# What the exercise asks:
Once you find the line with "middle mcp: (1321, 692)" in the data that follows, repeat it and every line after it exactly, through the line with "index mcp: (354, 240)".

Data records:
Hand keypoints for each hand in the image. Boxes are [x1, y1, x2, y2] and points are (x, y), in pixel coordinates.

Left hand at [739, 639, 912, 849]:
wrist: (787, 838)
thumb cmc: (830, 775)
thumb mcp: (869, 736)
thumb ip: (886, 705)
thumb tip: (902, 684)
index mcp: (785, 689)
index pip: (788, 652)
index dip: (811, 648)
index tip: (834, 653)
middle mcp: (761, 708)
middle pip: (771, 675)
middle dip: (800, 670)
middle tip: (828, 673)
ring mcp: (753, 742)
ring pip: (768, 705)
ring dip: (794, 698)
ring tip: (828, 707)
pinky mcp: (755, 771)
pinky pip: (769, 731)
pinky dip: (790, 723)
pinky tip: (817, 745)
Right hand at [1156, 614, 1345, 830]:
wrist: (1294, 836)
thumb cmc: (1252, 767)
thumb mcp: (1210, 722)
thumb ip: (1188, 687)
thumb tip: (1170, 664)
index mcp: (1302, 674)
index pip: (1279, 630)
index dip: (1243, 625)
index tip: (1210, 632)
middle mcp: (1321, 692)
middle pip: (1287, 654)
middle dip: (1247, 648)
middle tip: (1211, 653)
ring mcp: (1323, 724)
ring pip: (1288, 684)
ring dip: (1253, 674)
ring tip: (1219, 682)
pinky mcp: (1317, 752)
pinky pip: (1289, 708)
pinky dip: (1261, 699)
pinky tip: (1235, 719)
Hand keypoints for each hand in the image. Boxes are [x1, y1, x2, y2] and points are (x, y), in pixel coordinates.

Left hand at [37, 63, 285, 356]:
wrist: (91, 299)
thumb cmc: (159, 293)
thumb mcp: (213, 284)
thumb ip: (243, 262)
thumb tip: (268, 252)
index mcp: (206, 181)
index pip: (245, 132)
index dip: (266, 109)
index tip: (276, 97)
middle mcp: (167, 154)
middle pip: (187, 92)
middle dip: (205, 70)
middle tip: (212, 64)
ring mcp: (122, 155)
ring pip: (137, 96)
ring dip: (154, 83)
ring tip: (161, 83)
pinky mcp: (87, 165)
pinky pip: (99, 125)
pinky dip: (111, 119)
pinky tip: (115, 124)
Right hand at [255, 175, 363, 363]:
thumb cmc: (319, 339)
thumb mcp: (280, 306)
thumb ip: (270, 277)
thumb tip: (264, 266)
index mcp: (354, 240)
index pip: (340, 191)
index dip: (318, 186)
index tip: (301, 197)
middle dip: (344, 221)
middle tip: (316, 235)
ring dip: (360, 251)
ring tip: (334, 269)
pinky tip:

# Solved exercise:
middle mcp: (1321, 692)
middle pip: (1287, 654)
middle dip: (1247, 648)
middle tip: (1211, 653)
ring mcp: (1323, 724)
ring pip: (1288, 684)
ring dip: (1253, 674)
ring tip: (1219, 682)
pinky mcp: (1317, 752)
pinky pip: (1289, 708)
pinky dip: (1261, 699)
pinky tip: (1235, 719)
Hand keypoints for each hand in the image. Boxes are [x1, y1, x2, y2] and points are (x, y), in pixel coordinates.

Left hand at [37, 63, 285, 356]:
wrist: (91, 299)
thumb cmc: (159, 293)
thumb mcp: (213, 284)
thumb ip: (243, 262)
thumb tip: (268, 252)
index mcp: (206, 181)
index pip: (245, 132)
index dip: (266, 109)
index tip: (276, 97)
middle mcp: (167, 154)
middle pip: (187, 92)
middle dip: (205, 70)
middle tip: (212, 64)
ring mcp: (122, 155)
ring pip: (137, 96)
ring dip: (154, 83)
ring tip: (161, 83)
pinky mcp: (87, 165)
pinky pip: (99, 125)
pinky dip: (111, 119)
pinky tip: (115, 124)
Right hand at [255, 175, 363, 363]:
thumb cmc: (319, 339)
thumb mcp: (280, 306)
thumb ip: (270, 277)
thumb tip: (264, 266)
index mcp: (354, 240)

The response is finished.